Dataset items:
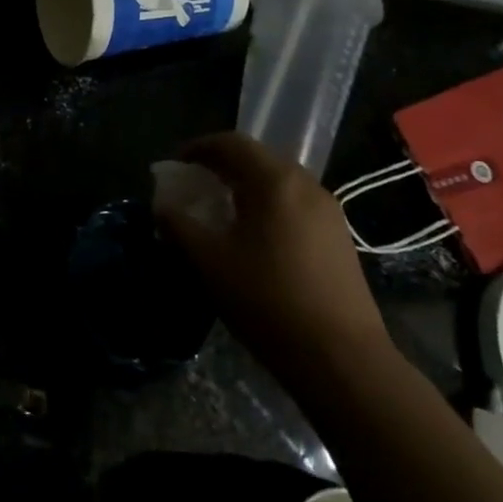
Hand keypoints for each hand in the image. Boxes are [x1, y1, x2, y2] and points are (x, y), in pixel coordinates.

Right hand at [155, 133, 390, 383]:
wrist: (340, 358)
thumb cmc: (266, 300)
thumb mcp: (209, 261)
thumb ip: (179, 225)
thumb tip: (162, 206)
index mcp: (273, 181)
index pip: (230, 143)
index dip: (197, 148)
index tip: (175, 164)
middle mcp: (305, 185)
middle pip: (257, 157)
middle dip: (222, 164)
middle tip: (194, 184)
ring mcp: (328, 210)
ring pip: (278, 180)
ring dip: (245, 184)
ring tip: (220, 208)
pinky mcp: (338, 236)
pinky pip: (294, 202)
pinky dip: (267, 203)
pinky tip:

• _What you should do_
Taking every line of the records in turn, count the ones holding "index", and state nothing but the number.

• _Solution for this problem_
4